■ **PROMPT**: All entries are to be transcribed verbatim, but images are not carried over.

■ **EXTRACTED INFORMATION**:
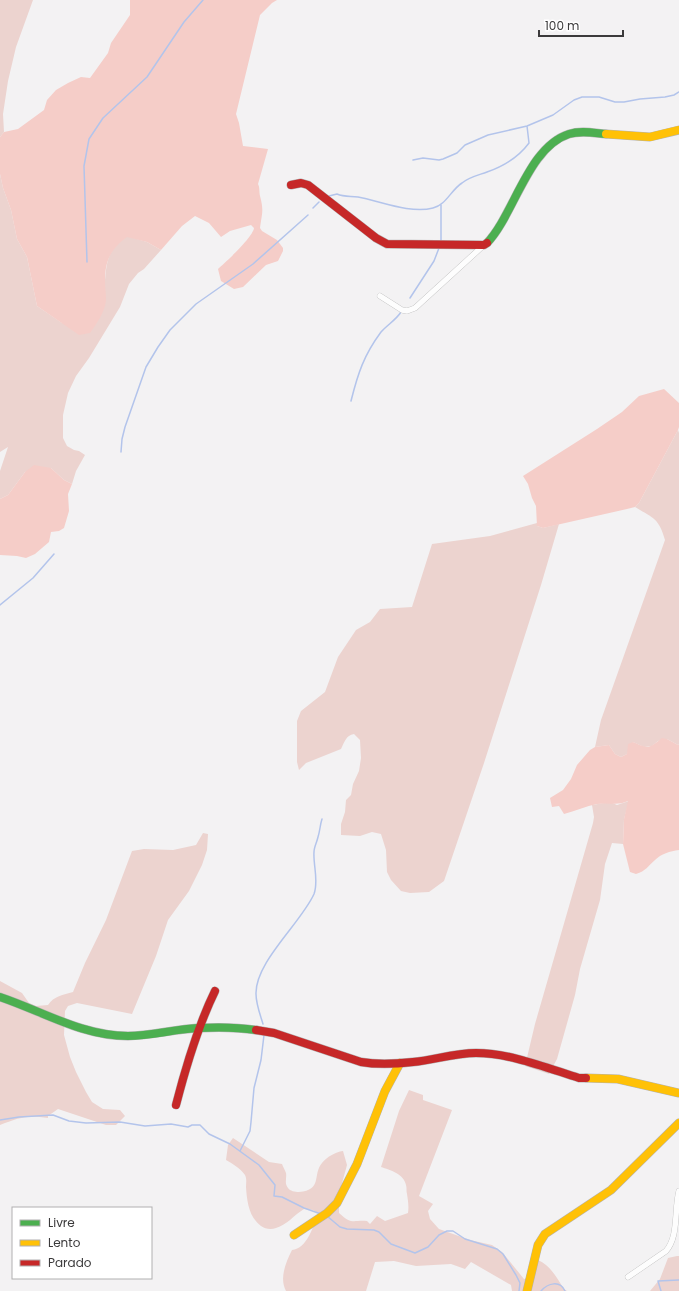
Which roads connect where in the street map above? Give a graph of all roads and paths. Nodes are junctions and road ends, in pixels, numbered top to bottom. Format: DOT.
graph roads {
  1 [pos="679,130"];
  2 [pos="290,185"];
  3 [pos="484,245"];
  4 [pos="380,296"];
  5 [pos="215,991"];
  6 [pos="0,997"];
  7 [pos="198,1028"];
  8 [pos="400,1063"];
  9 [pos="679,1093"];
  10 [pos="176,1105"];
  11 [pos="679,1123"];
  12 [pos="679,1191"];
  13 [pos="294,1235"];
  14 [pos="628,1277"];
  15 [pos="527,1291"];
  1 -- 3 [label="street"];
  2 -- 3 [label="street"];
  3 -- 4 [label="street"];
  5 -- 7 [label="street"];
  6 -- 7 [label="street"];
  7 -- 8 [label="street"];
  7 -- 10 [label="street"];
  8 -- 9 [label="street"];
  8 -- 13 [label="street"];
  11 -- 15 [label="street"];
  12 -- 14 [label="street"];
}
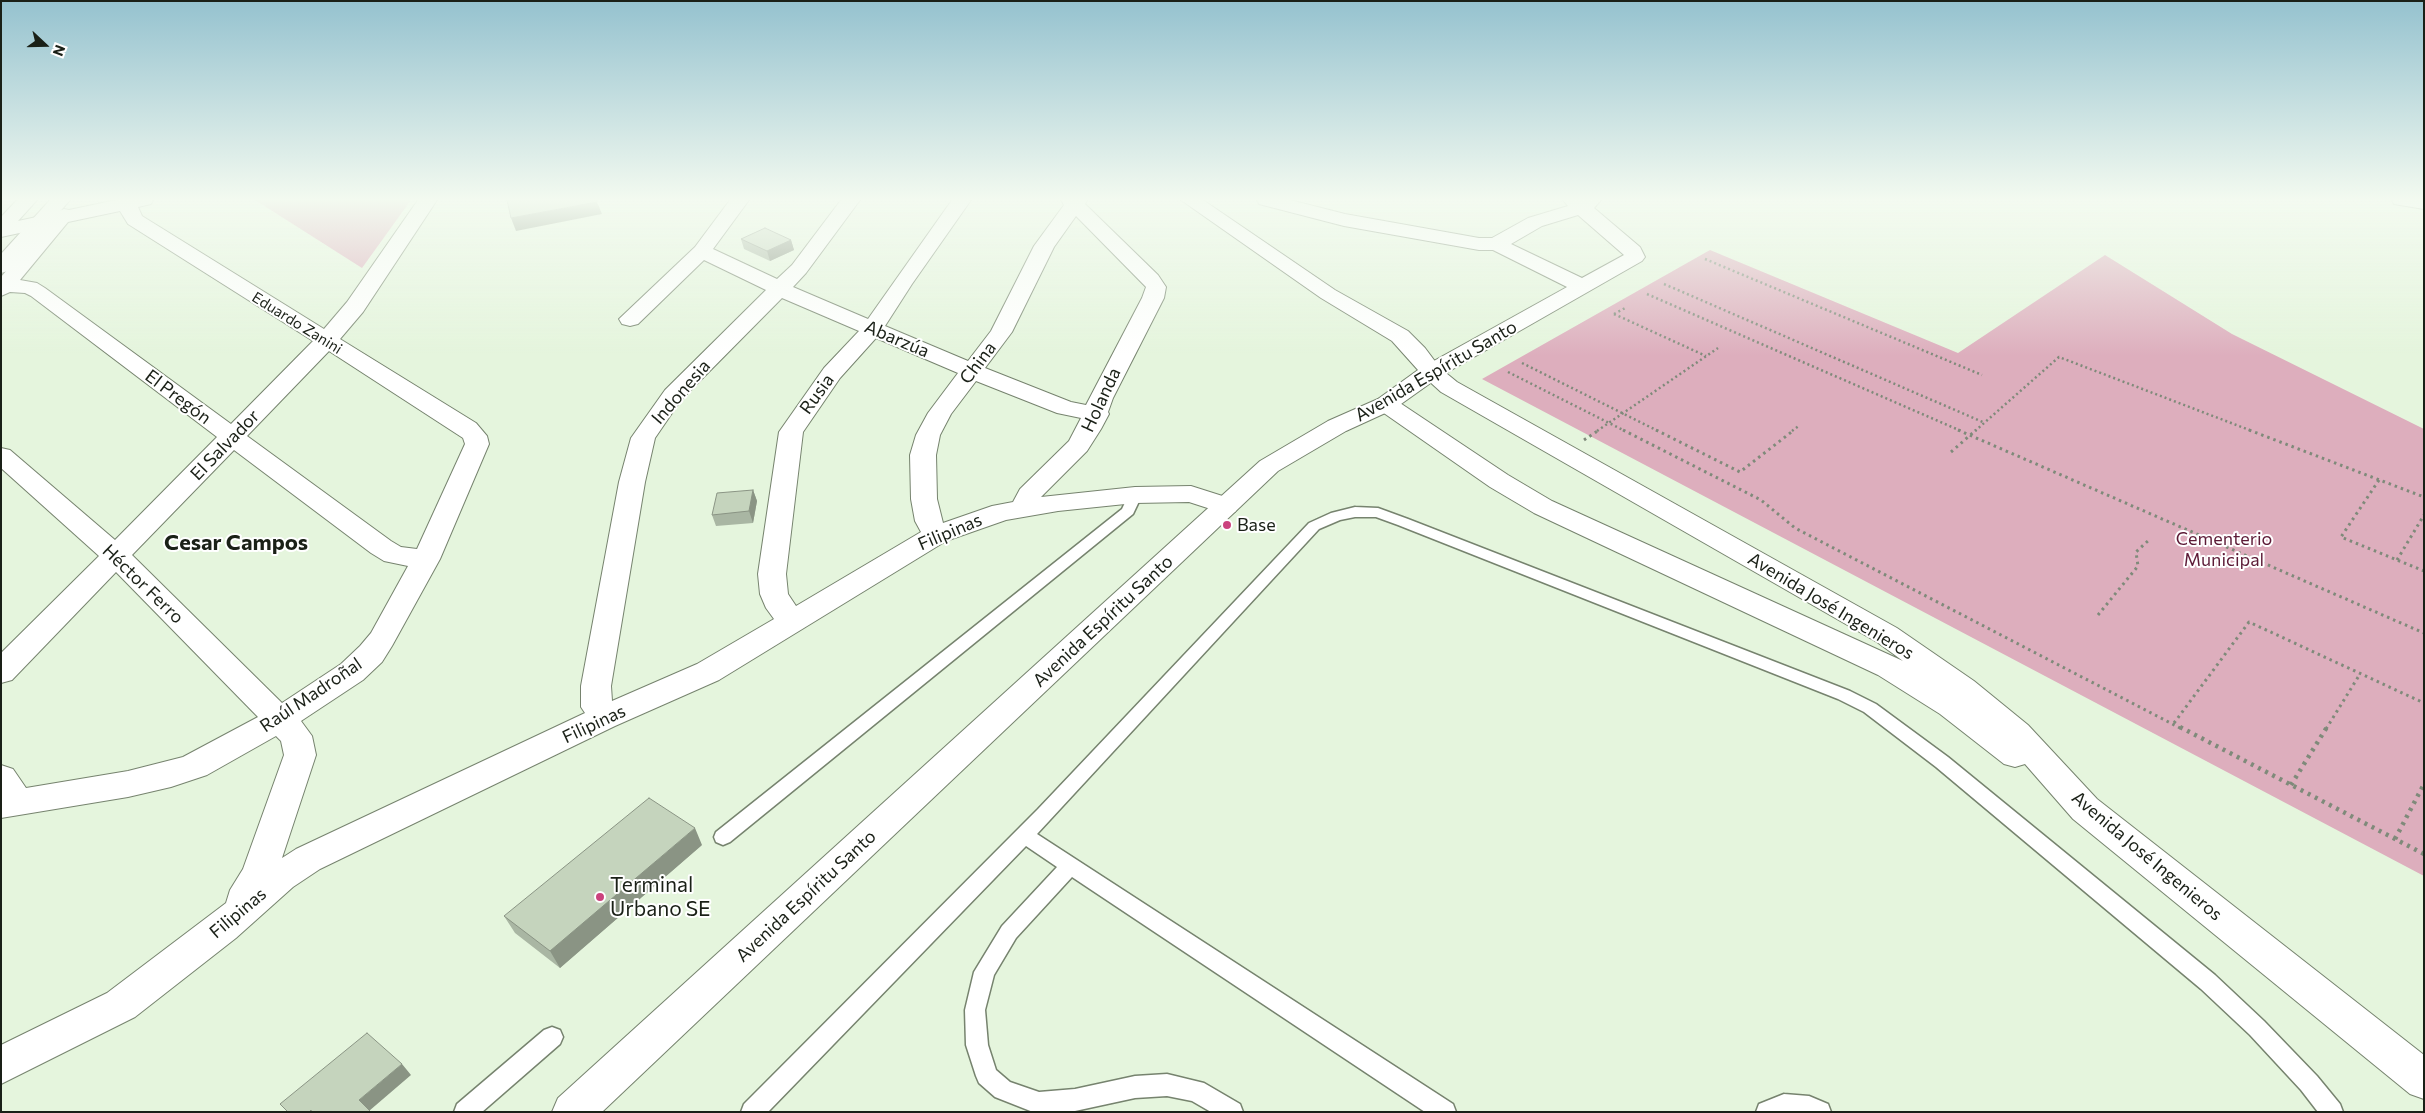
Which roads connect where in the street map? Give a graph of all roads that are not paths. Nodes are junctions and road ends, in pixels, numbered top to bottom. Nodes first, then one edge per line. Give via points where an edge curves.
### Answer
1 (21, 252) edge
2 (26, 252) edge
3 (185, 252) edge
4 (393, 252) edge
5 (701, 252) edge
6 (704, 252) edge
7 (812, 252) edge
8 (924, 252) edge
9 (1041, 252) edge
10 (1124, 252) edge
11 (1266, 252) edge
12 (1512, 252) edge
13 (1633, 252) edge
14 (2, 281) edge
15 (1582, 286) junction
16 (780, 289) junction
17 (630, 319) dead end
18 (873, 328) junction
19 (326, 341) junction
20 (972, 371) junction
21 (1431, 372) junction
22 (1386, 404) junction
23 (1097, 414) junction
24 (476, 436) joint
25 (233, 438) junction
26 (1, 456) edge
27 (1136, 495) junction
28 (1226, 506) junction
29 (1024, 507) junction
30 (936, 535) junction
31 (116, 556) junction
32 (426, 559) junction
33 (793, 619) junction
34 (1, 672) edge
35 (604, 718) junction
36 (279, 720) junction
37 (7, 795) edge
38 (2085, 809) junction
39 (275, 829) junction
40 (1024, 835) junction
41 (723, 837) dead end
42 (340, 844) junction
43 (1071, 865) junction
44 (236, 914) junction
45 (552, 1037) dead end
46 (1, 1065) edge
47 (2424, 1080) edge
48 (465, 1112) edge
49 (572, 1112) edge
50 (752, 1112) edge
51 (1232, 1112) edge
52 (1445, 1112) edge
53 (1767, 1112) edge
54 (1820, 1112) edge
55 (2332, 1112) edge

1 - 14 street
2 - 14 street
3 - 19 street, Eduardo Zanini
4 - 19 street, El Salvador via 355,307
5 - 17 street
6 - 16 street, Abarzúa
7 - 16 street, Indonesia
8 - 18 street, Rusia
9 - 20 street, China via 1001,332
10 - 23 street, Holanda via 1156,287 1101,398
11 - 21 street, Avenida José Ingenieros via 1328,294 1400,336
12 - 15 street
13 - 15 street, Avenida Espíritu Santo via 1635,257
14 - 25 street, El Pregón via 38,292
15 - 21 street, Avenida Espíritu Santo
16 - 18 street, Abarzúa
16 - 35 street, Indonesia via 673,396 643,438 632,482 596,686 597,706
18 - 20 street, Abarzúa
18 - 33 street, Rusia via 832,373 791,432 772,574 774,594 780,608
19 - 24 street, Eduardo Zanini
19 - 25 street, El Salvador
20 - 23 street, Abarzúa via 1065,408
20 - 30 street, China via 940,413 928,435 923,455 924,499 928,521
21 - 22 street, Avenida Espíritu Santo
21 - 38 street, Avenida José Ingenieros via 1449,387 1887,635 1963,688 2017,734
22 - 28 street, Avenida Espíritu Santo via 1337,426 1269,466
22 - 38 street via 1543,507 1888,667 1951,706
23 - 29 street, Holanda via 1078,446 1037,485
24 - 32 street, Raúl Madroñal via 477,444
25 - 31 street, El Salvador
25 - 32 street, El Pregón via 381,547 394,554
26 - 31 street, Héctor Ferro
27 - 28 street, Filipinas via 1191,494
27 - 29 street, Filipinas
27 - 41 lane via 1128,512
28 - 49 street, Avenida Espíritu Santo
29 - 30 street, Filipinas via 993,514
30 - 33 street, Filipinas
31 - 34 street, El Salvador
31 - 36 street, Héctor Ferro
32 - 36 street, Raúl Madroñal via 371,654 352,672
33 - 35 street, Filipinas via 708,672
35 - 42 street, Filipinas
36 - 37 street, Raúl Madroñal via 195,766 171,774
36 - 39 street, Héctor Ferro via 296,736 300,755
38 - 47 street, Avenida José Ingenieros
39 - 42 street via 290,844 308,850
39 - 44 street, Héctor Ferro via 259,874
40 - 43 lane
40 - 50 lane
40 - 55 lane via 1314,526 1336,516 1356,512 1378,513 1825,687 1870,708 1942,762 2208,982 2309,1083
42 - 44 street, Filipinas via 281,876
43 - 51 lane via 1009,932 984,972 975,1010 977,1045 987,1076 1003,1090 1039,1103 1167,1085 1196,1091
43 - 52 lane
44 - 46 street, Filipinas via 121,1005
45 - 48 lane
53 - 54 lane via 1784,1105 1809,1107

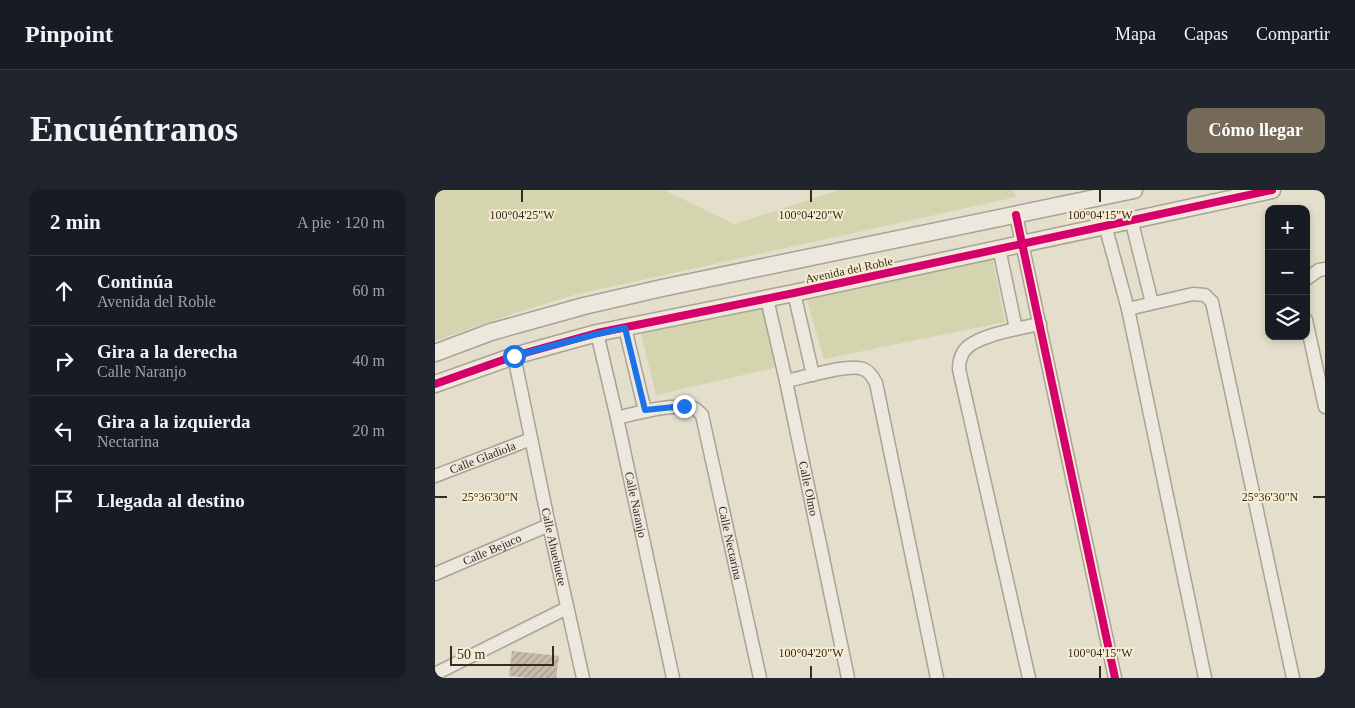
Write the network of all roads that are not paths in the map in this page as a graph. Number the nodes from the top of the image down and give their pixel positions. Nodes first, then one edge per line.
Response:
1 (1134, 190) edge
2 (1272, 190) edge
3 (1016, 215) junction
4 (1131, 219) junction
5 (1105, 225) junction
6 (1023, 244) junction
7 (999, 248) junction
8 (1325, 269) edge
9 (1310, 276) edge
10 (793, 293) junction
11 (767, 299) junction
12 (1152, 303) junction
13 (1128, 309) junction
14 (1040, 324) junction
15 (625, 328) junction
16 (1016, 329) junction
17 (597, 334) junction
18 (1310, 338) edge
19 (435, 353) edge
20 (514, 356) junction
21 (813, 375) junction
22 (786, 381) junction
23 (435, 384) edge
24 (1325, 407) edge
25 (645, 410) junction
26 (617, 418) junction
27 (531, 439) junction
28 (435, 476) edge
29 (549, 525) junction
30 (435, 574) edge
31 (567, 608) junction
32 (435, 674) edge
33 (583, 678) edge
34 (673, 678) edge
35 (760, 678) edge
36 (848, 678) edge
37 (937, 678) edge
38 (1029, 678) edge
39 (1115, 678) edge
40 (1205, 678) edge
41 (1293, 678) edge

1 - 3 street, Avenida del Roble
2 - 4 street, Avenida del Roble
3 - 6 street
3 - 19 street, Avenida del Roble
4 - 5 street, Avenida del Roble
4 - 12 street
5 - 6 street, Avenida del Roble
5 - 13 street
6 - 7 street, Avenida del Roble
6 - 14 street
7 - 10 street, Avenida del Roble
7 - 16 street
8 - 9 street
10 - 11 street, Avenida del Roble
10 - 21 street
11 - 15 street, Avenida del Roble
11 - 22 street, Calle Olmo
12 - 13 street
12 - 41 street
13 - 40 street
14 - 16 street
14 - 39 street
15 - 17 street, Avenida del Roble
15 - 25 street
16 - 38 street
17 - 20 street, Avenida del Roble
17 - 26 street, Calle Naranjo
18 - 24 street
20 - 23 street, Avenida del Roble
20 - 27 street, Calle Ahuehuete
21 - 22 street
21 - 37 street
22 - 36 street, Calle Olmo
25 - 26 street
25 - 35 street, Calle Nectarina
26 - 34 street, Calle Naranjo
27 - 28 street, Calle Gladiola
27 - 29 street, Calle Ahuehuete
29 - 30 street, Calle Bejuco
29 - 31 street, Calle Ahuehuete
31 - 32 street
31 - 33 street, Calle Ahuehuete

■ **TASK OUTPUT**:
Which roads connect where in the street map above? Give a graph of all roads and paths. Nodes are junctions and road ends, in pixels, numbered top to bottom. Format: DOT.
graph roads {
  1 [pos="679,130"];
  2 [pos="290,185"];
  3 [pos="484,245"];
  4 [pos="380,296"];
  5 [pos="215,991"];
  6 [pos="0,997"];
  7 [pos="198,1028"];
  8 [pos="400,1063"];
  9 [pos="679,1093"];
  10 [pos="176,1105"];
  11 [pos="679,1123"];
  12 [pos="679,1191"];
  13 [pos="294,1235"];
  14 [pos="628,1277"];
  15 [pos="527,1291"];
  1 -- 3 [label="street"];
  2 -- 3 [label="street"];
  3 -- 4 [label="street"];
  5 -- 7 [label="street"];
  6 -- 7 [label="street"];
  7 -- 8 [label="street"];
  7 -- 10 [label="street"];
  8 -- 9 [label="street"];
  8 -- 13 [label="street"];
  11 -- 15 [label="street"];
  12 -- 14 [label="street"];
}
Which roads connect where in the street map? Give a graph of all roads that are not paths. Nodes are junctions and road ends, in pixels, numbered top to bottom. Nodes first, then one edge per line. Give via points where an edge curves.
### Answer
1 (21, 252) edge
2 (26, 252) edge
3 (185, 252) edge
4 (393, 252) edge
5 (701, 252) edge
6 (704, 252) edge
7 (812, 252) edge
8 (924, 252) edge
9 (1041, 252) edge
10 (1124, 252) edge
11 (1266, 252) edge
12 (1512, 252) edge
13 (1633, 252) edge
14 (2, 281) edge
15 (1582, 286) junction
16 (780, 289) junction
17 (630, 319) dead end
18 (873, 328) junction
19 (326, 341) junction
20 (972, 371) junction
21 (1431, 372) junction
22 (1386, 404) junction
23 (1097, 414) junction
24 (476, 436) joint
25 (233, 438) junction
26 (1, 456) edge
27 (1136, 495) junction
28 (1226, 506) junction
29 (1024, 507) junction
30 (936, 535) junction
31 (116, 556) junction
32 (426, 559) junction
33 (793, 619) junction
34 (1, 672) edge
35 (604, 718) junction
36 (279, 720) junction
37 (7, 795) edge
38 (2085, 809) junction
39 (275, 829) junction
40 (1024, 835) junction
41 (723, 837) dead end
42 (340, 844) junction
43 (1071, 865) junction
44 (236, 914) junction
45 (552, 1037) dead end
46 (1, 1065) edge
47 (2424, 1080) edge
48 (465, 1112) edge
49 (572, 1112) edge
50 (752, 1112) edge
51 (1232, 1112) edge
52 (1445, 1112) edge
53 (1767, 1112) edge
54 (1820, 1112) edge
55 (2332, 1112) edge

1 - 14 street
2 - 14 street
3 - 19 street, Eduardo Zanini
4 - 19 street, El Salvador via 355,307
5 - 17 street
6 - 16 street, Abarzúa
7 - 16 street, Indonesia
8 - 18 street, Rusia
9 - 20 street, China via 1001,332
10 - 23 street, Holanda via 1156,287 1101,398
11 - 21 street, Avenida José Ingenieros via 1328,294 1400,336
12 - 15 street
13 - 15 street, Avenida Espíritu Santo via 1635,257
14 - 25 street, El Pregón via 38,292
15 - 21 street, Avenida Espíritu Santo
16 - 18 street, Abarzúa
16 - 35 street, Indonesia via 673,396 643,438 632,482 596,686 597,706
18 - 20 street, Abarzúa
18 - 33 street, Rusia via 832,373 791,432 772,574 774,594 780,608
19 - 24 street, Eduardo Zanini
19 - 25 street, El Salvador
20 - 23 street, Abarzúa via 1065,408
20 - 30 street, China via 940,413 928,435 923,455 924,499 928,521
21 - 22 street, Avenida Espíritu Santo
21 - 38 street, Avenida José Ingenieros via 1449,387 1887,635 1963,688 2017,734
22 - 28 street, Avenida Espíritu Santo via 1337,426 1269,466
22 - 38 street via 1543,507 1888,667 1951,706
23 - 29 street, Holanda via 1078,446 1037,485
24 - 32 street, Raúl Madroñal via 477,444
25 - 31 street, El Salvador
25 - 32 street, El Pregón via 381,547 394,554
26 - 31 street, Héctor Ferro
27 - 28 street, Filipinas via 1191,494
27 - 29 street, Filipinas
27 - 41 lane via 1128,512
28 - 49 street, Avenida Espíritu Santo
29 - 30 street, Filipinas via 993,514
30 - 33 street, Filipinas
31 - 34 street, El Salvador
31 - 36 street, Héctor Ferro
32 - 36 street, Raúl Madroñal via 371,654 352,672
33 - 35 street, Filipinas via 708,672
35 - 42 street, Filipinas
36 - 37 street, Raúl Madroñal via 195,766 171,774
36 - 39 street, Héctor Ferro via 296,736 300,755
38 - 47 street, Avenida José Ingenieros
39 - 42 street via 290,844 308,850
39 - 44 street, Héctor Ferro via 259,874
40 - 43 lane
40 - 50 lane
40 - 55 lane via 1314,526 1336,516 1356,512 1378,513 1825,687 1870,708 1942,762 2208,982 2309,1083
42 - 44 street, Filipinas via 281,876
43 - 51 lane via 1009,932 984,972 975,1010 977,1045 987,1076 1003,1090 1039,1103 1167,1085 1196,1091
43 - 52 lane
44 - 46 street, Filipinas via 121,1005
45 - 48 lane
53 - 54 lane via 1784,1105 1809,1107

Write the network of all roads that are not paths in the map in this page as a graph. Number the nodes from the top of the image down and give their pixel positions. Nodes first, then one edge per line.
Response:
1 (1134, 190) edge
2 (1272, 190) edge
3 (1016, 215) junction
4 (1131, 219) junction
5 (1105, 225) junction
6 (1023, 244) junction
7 (999, 248) junction
8 (1325, 269) edge
9 (1310, 276) edge
10 (793, 293) junction
11 (767, 299) junction
12 (1152, 303) junction
13 (1128, 309) junction
14 (1040, 324) junction
15 (625, 328) junction
16 (1016, 329) junction
17 (597, 334) junction
18 (1310, 338) edge
19 (435, 353) edge
20 (514, 356) junction
21 (813, 375) junction
22 (786, 381) junction
23 (435, 384) edge
24 (1325, 407) edge
25 (645, 410) junction
26 (617, 418) junction
27 (531, 439) junction
28 (435, 476) edge
29 (549, 525) junction
30 (435, 574) edge
31 (567, 608) junction
32 (435, 674) edge
33 (583, 678) edge
34 (673, 678) edge
35 (760, 678) edge
36 (848, 678) edge
37 (937, 678) edge
38 (1029, 678) edge
39 (1115, 678) edge
40 (1205, 678) edge
41 (1293, 678) edge

1 - 3 street, Avenida del Roble
2 - 4 street, Avenida del Roble
3 - 6 street
3 - 19 street, Avenida del Roble
4 - 5 street, Avenida del Roble
4 - 12 street
5 - 6 street, Avenida del Roble
5 - 13 street
6 - 7 street, Avenida del Roble
6 - 14 street
7 - 10 street, Avenida del Roble
7 - 16 street
8 - 9 street
10 - 11 street, Avenida del Roble
10 - 21 street
11 - 15 street, Avenida del Roble
11 - 22 street, Calle Olmo
12 - 13 street
12 - 41 street
13 - 40 street
14 - 16 street
14 - 39 street
15 - 17 street, Avenida del Roble
15 - 25 street
16 - 38 street
17 - 20 street, Avenida del Roble
17 - 26 street, Calle Naranjo
18 - 24 street
20 - 23 street, Avenida del Roble
20 - 27 street, Calle Ahuehuete
21 - 22 street
21 - 37 street
22 - 36 street, Calle Olmo
25 - 26 street
25 - 35 street, Calle Nectarina
26 - 34 street, Calle Naranjo
27 - 28 street, Calle Gladiola
27 - 29 street, Calle Ahuehuete
29 - 30 street, Calle Bejuco
29 - 31 street, Calle Ahuehuete
31 - 32 street
31 - 33 street, Calle Ahuehuete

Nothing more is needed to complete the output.